Power electronics laboratory R-L load bank development for traction inverter of hybrid/ electric vehicles

This paper talks about the development of a laboratory test bench, particularly the load bank, for testing Inverter of Hybrid/Electric Vehicle. This paper discusses capabilities, pros and cons of different load bank options, namely, motor dynamometer, active load emulator and inductive load in terms of testing the inverter power module stress. Enhancements to inductive load test bench are discussed with simulation and testing indicating the effectiveness of this inexpensive load bank to achieve module power stress compared to other load banks.
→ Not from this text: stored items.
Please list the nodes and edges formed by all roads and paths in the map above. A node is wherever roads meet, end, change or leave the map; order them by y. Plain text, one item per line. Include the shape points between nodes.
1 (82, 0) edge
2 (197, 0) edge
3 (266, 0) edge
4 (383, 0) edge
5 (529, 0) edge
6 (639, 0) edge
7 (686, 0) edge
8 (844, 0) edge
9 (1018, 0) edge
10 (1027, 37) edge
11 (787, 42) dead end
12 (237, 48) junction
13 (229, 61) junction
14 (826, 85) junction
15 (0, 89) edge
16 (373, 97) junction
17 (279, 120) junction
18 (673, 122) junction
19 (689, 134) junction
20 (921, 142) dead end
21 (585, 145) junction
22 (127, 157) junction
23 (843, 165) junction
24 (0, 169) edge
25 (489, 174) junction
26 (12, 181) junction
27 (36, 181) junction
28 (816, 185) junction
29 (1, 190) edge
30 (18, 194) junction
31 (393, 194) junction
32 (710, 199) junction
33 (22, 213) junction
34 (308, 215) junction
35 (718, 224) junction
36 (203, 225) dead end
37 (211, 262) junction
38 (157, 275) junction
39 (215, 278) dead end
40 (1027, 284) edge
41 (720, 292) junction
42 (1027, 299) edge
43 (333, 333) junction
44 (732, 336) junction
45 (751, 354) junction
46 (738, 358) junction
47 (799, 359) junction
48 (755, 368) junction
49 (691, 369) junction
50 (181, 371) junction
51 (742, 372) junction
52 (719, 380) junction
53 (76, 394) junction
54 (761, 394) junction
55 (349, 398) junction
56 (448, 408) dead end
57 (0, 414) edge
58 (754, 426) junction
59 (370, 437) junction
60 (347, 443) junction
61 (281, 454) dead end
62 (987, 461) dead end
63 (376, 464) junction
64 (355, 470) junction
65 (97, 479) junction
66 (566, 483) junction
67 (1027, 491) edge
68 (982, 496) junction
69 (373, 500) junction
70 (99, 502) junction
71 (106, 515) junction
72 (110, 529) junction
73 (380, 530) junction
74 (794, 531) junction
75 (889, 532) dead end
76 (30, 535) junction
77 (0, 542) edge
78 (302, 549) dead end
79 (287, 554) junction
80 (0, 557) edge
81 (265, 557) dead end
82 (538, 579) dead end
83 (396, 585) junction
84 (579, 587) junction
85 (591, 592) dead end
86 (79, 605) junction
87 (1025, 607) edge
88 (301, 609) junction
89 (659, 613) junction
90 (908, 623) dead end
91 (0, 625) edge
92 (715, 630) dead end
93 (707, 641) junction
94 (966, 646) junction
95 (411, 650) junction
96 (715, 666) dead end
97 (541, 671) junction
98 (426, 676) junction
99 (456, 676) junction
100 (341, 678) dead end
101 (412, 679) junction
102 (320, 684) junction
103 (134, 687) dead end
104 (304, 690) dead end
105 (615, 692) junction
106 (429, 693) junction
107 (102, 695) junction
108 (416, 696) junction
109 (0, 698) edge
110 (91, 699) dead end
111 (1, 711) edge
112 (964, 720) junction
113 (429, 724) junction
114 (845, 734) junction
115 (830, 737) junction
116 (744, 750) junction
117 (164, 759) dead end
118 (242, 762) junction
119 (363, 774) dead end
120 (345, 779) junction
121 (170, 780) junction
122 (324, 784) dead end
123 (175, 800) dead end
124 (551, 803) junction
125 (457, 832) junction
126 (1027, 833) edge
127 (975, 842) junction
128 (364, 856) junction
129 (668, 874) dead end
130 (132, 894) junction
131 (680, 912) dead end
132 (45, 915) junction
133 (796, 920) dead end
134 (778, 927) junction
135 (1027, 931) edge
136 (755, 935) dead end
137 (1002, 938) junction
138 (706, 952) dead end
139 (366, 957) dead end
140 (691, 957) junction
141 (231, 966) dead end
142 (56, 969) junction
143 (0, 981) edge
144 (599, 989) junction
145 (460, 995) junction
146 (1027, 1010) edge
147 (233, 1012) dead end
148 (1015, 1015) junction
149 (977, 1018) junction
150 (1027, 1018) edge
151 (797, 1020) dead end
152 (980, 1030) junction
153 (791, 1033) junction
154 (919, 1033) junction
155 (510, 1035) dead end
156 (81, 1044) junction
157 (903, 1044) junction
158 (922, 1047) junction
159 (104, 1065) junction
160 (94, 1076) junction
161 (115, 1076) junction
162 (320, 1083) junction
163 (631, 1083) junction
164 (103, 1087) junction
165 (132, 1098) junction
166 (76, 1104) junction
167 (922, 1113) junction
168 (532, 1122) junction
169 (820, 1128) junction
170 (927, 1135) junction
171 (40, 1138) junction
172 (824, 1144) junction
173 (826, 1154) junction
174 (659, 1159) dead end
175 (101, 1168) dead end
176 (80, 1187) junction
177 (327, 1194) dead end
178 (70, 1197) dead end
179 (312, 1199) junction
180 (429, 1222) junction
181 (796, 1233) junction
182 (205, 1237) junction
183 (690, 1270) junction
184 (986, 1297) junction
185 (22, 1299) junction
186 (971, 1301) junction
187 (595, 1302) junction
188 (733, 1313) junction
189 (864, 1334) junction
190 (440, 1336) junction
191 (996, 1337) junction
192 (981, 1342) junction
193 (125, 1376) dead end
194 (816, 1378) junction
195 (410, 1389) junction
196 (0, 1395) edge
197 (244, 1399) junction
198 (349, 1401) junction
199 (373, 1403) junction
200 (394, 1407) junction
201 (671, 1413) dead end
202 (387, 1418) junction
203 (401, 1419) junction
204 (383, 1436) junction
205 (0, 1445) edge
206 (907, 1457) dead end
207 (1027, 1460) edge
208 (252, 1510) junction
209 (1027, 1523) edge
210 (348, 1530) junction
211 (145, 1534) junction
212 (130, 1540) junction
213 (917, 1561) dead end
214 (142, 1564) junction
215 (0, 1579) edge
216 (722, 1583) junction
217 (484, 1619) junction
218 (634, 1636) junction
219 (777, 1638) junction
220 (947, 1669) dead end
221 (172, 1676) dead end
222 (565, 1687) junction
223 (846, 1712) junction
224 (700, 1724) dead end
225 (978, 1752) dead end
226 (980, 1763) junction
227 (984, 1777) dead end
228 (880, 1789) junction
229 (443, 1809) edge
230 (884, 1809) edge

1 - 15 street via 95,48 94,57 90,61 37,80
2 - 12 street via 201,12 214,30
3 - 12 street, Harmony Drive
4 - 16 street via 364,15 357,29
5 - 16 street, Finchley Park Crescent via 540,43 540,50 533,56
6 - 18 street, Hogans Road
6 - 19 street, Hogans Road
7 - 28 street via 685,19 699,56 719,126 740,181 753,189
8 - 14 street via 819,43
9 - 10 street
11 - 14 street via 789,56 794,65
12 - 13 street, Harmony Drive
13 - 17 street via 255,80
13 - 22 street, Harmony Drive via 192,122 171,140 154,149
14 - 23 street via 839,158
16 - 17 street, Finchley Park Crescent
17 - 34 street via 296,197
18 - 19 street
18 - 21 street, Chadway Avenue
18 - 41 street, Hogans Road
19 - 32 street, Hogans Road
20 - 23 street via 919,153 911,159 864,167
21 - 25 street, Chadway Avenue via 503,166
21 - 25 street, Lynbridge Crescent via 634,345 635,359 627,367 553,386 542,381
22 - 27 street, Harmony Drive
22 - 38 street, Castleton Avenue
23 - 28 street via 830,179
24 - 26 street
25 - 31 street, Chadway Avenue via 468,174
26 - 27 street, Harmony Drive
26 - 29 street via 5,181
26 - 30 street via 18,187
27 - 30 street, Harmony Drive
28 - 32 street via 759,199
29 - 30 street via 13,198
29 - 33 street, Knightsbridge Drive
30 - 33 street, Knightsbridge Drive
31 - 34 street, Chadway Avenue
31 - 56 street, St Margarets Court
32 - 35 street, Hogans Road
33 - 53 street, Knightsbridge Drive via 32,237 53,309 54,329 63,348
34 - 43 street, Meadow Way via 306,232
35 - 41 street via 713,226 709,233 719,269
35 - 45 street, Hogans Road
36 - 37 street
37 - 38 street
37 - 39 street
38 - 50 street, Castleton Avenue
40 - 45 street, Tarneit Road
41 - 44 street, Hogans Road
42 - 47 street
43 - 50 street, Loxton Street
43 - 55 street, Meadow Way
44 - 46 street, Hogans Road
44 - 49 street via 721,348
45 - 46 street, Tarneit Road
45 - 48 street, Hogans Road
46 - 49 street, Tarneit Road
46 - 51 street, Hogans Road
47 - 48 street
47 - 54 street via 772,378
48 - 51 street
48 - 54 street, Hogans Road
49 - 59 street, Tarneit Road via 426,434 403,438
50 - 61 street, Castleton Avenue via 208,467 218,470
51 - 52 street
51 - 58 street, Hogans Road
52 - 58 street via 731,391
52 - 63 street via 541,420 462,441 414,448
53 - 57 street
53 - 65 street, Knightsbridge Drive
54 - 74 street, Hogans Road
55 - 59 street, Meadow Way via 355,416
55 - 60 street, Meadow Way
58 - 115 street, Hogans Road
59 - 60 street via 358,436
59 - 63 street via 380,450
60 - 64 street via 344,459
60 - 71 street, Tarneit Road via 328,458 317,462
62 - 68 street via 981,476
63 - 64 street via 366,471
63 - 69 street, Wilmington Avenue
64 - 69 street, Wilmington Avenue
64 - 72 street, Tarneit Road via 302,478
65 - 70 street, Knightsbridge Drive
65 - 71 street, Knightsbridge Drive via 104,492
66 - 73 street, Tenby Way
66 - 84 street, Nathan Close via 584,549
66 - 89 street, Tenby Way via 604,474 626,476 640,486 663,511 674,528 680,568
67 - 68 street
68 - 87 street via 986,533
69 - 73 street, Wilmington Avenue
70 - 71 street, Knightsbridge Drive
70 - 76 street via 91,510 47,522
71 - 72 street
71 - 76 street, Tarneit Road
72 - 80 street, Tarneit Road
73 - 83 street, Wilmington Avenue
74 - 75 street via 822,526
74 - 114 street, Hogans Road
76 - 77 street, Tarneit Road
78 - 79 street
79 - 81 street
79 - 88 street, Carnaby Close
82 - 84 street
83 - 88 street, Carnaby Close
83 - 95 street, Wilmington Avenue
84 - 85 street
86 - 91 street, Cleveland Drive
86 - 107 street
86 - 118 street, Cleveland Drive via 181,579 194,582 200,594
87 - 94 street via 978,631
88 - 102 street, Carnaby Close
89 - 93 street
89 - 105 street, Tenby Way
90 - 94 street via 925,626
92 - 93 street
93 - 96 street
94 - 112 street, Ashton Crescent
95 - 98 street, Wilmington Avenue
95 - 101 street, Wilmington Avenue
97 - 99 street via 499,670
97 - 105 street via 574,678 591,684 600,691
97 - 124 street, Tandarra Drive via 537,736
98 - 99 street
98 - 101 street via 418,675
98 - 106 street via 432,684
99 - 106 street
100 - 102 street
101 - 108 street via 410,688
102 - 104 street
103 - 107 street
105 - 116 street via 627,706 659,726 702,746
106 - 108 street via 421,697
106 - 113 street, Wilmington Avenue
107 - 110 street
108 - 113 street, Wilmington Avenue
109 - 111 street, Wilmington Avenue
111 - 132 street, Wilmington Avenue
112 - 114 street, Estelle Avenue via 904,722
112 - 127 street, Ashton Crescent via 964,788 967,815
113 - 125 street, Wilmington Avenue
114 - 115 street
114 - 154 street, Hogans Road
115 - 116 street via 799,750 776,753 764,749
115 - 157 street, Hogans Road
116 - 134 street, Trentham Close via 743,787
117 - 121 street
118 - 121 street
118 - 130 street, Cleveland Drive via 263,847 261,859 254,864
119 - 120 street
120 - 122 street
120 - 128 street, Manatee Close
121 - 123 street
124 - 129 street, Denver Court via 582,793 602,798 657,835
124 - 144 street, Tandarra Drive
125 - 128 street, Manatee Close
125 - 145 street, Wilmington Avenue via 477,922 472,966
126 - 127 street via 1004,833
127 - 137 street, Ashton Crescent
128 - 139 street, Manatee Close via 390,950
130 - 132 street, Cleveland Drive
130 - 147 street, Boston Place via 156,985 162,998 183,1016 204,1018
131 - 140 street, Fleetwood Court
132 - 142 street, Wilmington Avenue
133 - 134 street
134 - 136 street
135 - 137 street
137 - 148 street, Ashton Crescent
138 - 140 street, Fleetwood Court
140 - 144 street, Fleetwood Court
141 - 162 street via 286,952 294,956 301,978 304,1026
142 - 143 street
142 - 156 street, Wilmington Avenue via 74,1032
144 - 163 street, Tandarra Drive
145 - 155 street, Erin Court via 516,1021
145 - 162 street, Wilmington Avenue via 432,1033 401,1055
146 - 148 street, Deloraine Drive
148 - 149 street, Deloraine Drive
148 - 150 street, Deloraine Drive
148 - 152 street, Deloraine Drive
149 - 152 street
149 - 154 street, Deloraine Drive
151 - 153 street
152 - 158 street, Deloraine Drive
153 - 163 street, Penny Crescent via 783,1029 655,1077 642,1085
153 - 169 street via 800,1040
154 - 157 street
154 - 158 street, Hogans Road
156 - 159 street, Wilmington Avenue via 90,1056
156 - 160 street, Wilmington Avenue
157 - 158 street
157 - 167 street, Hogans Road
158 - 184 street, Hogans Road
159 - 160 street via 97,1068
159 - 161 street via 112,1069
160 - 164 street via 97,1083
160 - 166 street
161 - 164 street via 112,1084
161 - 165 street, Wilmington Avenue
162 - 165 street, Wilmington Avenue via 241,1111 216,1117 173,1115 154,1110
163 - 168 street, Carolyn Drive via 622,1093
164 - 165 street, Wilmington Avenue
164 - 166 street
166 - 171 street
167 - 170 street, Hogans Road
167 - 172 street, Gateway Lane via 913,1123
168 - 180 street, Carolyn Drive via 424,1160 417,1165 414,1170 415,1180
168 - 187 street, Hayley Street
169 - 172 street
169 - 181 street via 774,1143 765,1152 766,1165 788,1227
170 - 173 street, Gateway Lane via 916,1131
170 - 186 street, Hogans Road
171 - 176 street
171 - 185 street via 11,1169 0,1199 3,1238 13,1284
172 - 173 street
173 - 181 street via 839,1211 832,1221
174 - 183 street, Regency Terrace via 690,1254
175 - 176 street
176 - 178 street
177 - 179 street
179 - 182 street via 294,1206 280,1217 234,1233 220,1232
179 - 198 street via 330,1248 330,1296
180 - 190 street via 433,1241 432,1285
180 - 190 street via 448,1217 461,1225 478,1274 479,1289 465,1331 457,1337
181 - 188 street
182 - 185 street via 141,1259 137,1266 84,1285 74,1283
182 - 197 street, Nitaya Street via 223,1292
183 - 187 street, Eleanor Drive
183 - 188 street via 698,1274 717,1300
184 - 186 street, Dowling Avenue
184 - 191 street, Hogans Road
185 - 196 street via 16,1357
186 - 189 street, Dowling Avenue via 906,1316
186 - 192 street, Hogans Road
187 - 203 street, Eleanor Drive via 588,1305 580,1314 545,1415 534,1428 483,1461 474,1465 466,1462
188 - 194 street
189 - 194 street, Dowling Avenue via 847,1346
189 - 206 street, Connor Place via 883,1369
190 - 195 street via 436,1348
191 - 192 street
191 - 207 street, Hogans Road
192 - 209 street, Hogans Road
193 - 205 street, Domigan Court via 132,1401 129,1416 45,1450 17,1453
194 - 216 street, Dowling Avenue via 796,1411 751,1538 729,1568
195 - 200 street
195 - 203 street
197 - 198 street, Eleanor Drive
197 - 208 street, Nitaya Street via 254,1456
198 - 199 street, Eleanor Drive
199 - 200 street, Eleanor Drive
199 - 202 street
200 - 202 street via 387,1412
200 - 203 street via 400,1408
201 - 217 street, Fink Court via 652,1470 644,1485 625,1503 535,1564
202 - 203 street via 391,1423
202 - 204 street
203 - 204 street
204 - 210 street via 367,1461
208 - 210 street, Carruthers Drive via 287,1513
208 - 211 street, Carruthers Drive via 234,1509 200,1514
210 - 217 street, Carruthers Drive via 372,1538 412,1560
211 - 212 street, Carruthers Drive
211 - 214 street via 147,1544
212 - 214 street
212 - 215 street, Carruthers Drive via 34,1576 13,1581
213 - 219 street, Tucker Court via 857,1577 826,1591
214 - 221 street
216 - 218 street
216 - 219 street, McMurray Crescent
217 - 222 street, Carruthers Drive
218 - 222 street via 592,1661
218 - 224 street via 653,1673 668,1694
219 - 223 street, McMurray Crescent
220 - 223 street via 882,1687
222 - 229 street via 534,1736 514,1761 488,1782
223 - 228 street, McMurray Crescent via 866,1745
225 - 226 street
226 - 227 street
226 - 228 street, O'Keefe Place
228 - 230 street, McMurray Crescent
This paper explains the importance of load power factor and modulation index that impacts the module power loss and hence the thermal stress. Multiple operating conditions by changing fundamental frequency and phase currents were tested and the results were analyzed against the simulation model for inductive, resistive-inductive load bank and motor dyne.

Development of a power dense and environmentally robust traction power inverter for the second-generatio chevrolet VOLT extended-range EV

By significantly re-engineering to reduce physical size and mass of the traction power inverter module (TPIM) for 2nd generation Chevrolet VOLT Extended-Range EV it is possible to mount the inverter to the transmission and meet all performance targets, maintain high reliability and environmental robustness. The Chevrolet VOLT is an electric vehicle with extended-range. It is capable of operation on battery power alone, and on hybrid/ engine power after depletion of the battery. 1st generation Chevrolet VOLTs (VOLT-1) were driven over half a billion miles in North America from October 2013 through September 2014, 74% of which were all-electric [1, 12]. For 2016, GM has developed the 2nd generation of the VOLT (VOLT-2) vehicle and “Voltec” propulsion system. This effort by GM and Delphi provides a significant cost benefit to the overall system by eliminating costly AC traction cables. Effort was taken to the electrical design of the power switch to achieve efficiency target and thermal challenges. A novel cooling approach enables high power density while maintaining a very high overall conversion efficiency. Design focus was applied to the mechanical design of this TPIM to provide extremely stiff frame required for reliability in the transmission environment and reduce integration cost.